Pero los cambios no se hubiesen hecho si el gobierno no hubiese estado de acuerdo. Si el gobierno no hubiese estado de acuerdo en llegar a este acuerdo por la paz y la nueva Constitución no se habría hecho. Otra cosa es que los actores, los protagonistas, estuvieran en el Congreso. Me parece que fue una buena señal de compartir la responsabilidad y eso ha sido valioso y positivo. Una reflexión al pasar: he sido parlamentarista doctrinario, de siempre, en mis tiempos académicos sostenía esa tesis. ¿Y por qué? Entre otras cosas, porque lo que ocurre en un régimen presidencial como el que tenemos, que puede darse, como le ocurre al gobierno, que la mayoría del Congreso sea opositor. Y en ese escenario es muy difícil gobernar. Los regímenes parlamentarios tienen una sola soberanía, un solo soberano, que es el que elige al Parlamento y al gobierno. Los regímenes presidenciales tienen un soberano, pero tienen dos decisiones. Y cuando elige a un gobierno y elige a un Congreso con otra mayoría, genera un problema en que los dos dicen 'yo tengo legitimidad'. Ese conflicto lo tenemos que resolver, porque me parece que ahí está la madre de todas las batallas.

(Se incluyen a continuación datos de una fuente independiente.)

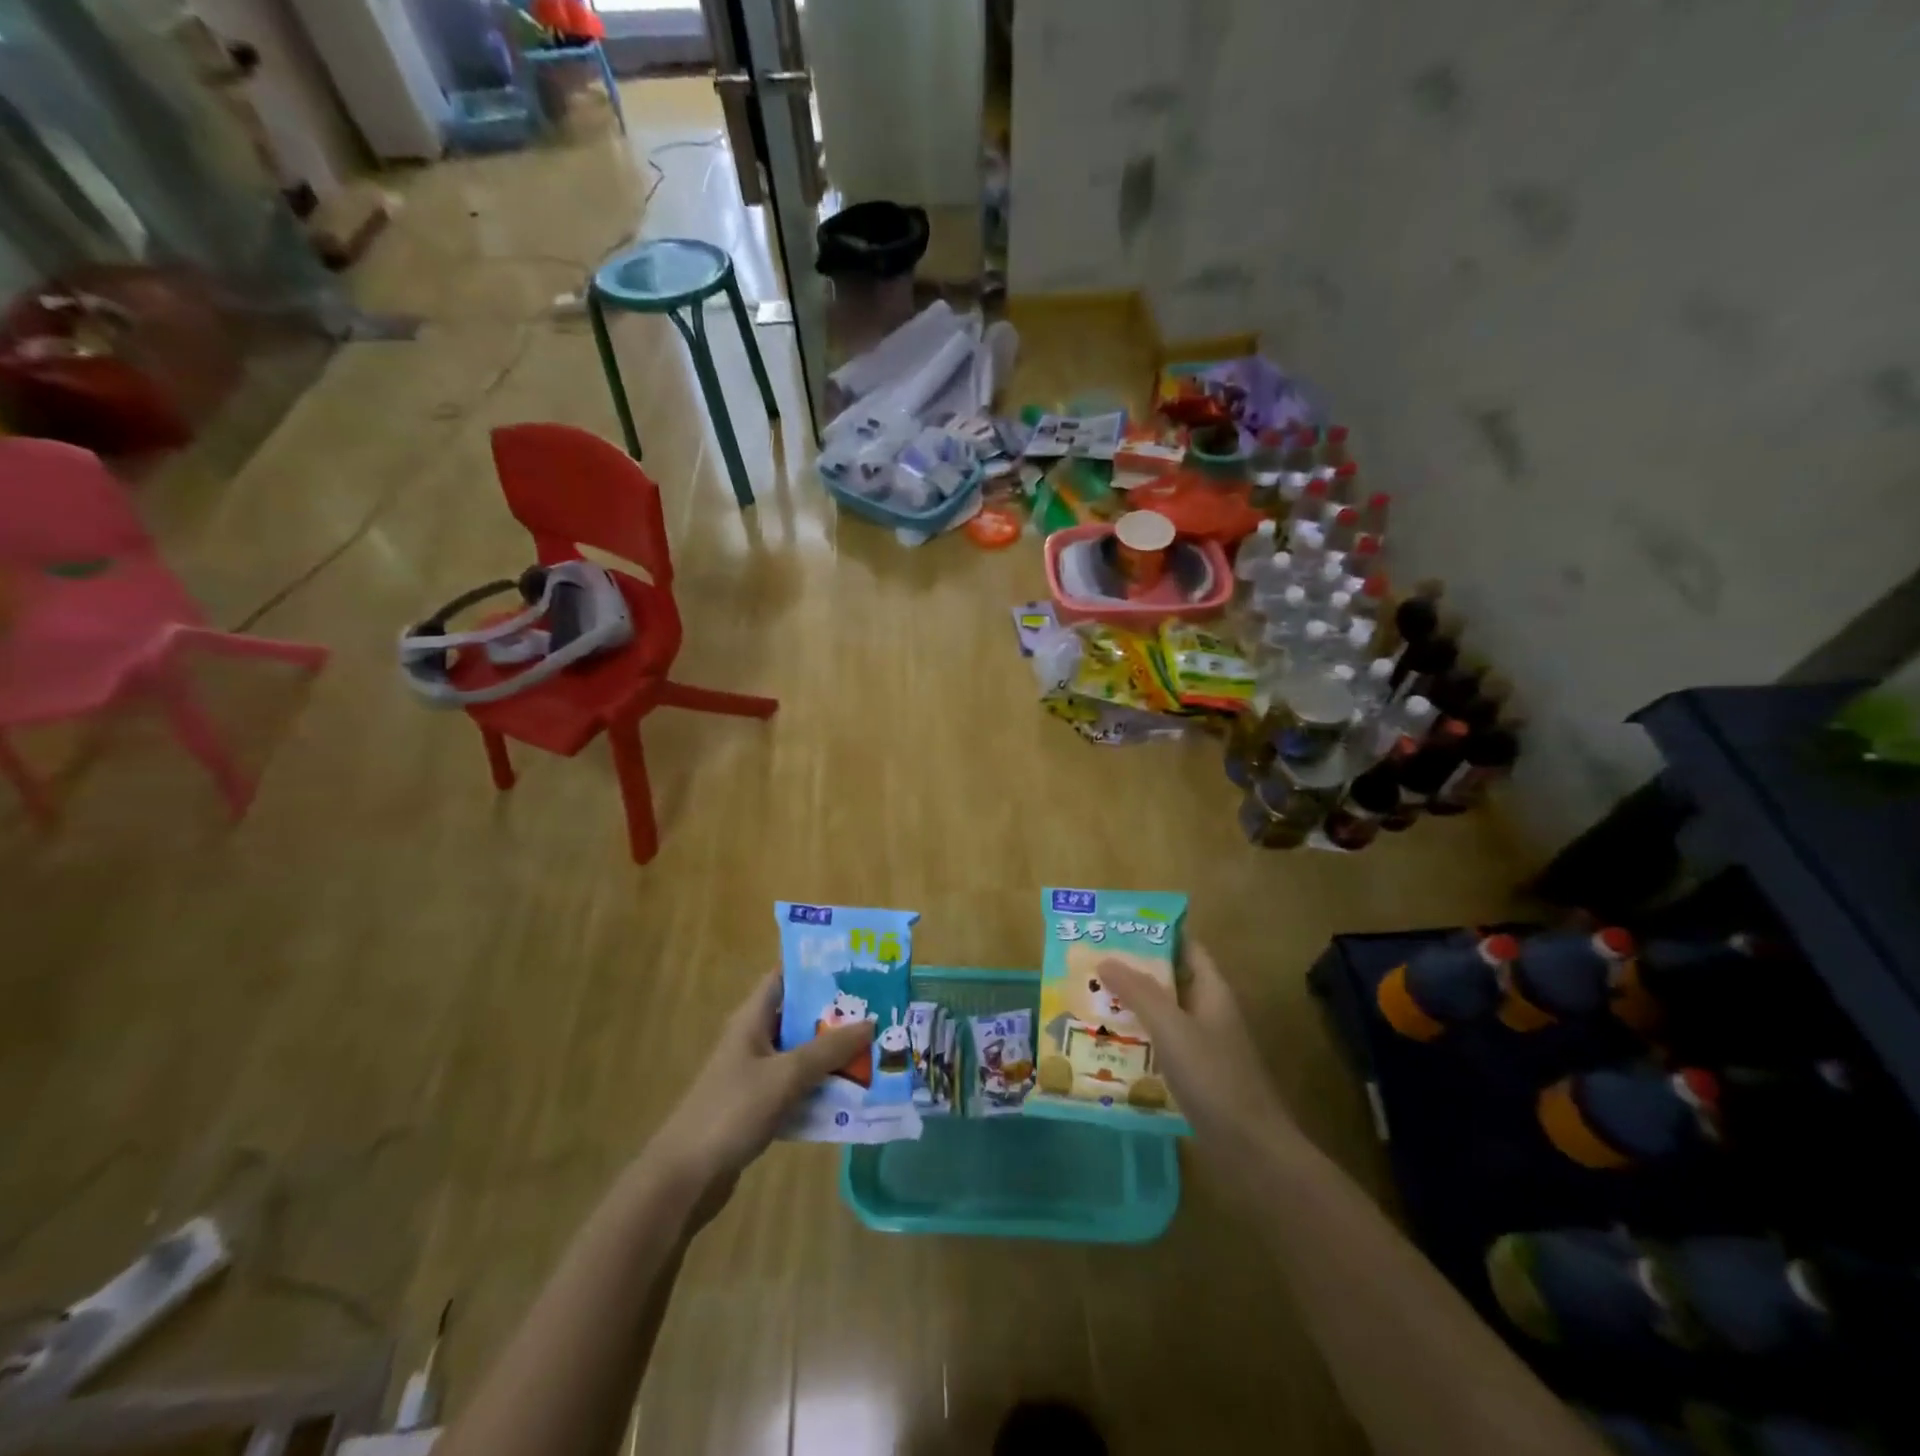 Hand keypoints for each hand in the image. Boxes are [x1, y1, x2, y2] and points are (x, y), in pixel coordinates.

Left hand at [650, 969, 873, 1222]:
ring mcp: (755, 1073)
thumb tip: (870, 1022)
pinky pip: (797, 1085)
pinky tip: (852, 1094)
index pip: (785, 977)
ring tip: (875, 1050)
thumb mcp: (786, 1075)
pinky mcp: (759, 1105)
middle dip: (836, 1016)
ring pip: (802, 1053)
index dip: (817, 968)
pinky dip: (821, 1086)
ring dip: (833, 1054)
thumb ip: (829, 1049)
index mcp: (753, 1018)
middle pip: (800, 1016)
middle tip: (879, 1011)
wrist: (685, 1177)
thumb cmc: (733, 1110)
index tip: (857, 966)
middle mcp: (754, 1039)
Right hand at [1098, 940, 1298, 1174]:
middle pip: (1168, 980)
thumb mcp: (1172, 1028)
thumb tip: (1105, 958)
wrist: (1251, 1151)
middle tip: (1089, 964)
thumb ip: (1139, 992)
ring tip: (1087, 1000)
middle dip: (1132, 971)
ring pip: (1161, 1015)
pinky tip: (1105, 1046)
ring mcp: (1202, 1046)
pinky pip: (1159, 1046)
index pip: (1186, 947)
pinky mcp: (1193, 1076)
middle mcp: (1208, 1012)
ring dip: (1130, 1007)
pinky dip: (1135, 1041)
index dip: (1155, 933)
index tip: (1116, 927)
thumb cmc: (1214, 1078)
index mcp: (1211, 991) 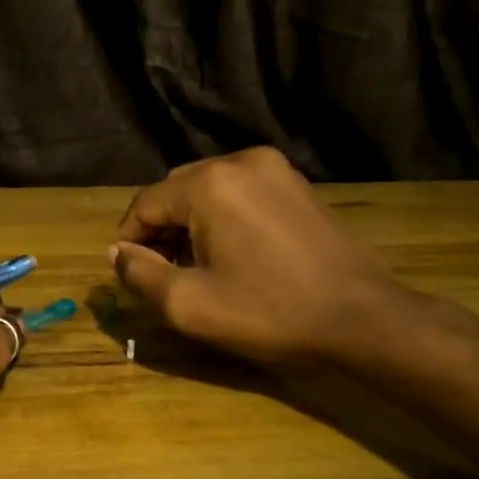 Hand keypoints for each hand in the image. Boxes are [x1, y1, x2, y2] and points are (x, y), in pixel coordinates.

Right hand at [110, 148, 417, 363]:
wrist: (361, 317)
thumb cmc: (270, 312)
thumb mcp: (189, 305)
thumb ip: (140, 275)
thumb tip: (117, 253)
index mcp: (209, 184)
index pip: (145, 203)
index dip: (129, 240)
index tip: (129, 274)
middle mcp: (240, 161)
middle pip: (176, 192)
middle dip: (160, 231)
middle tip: (161, 274)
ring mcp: (275, 169)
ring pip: (207, 191)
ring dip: (190, 225)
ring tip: (195, 268)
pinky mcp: (297, 185)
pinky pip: (240, 193)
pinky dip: (222, 218)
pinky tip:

¿Deberíamos avanzar a un régimen parlamentario?

Yo soy partidario. Si se produce una discusión a fondo sobre nuevas estructuras políticas para el país, es una opinión personal. Eso sería una buena solución. Nunca pensé que fuera viable, porque existe una cultura presidencialista muy fuerte y, por lo tanto, para mí era un ejercicio académico. Pero cuando veo el conflicto que estamos viviendo... El Parlamento tiene que ser la fuente de origen del Poder Ejecutivo para que así este pueda contar con una mayoría. Si se produce algún conflicto, alguna tensión, algún quiebre, bueno, no se produce un quiebre institucional. Si en el 73 hubiésemos tenido un régimen parlamentario, no habríamos tenido un golpe de Estado, porque se habría producido un gran cambio de gobierno sin necesidad de producir la crisis institucional que se produjo.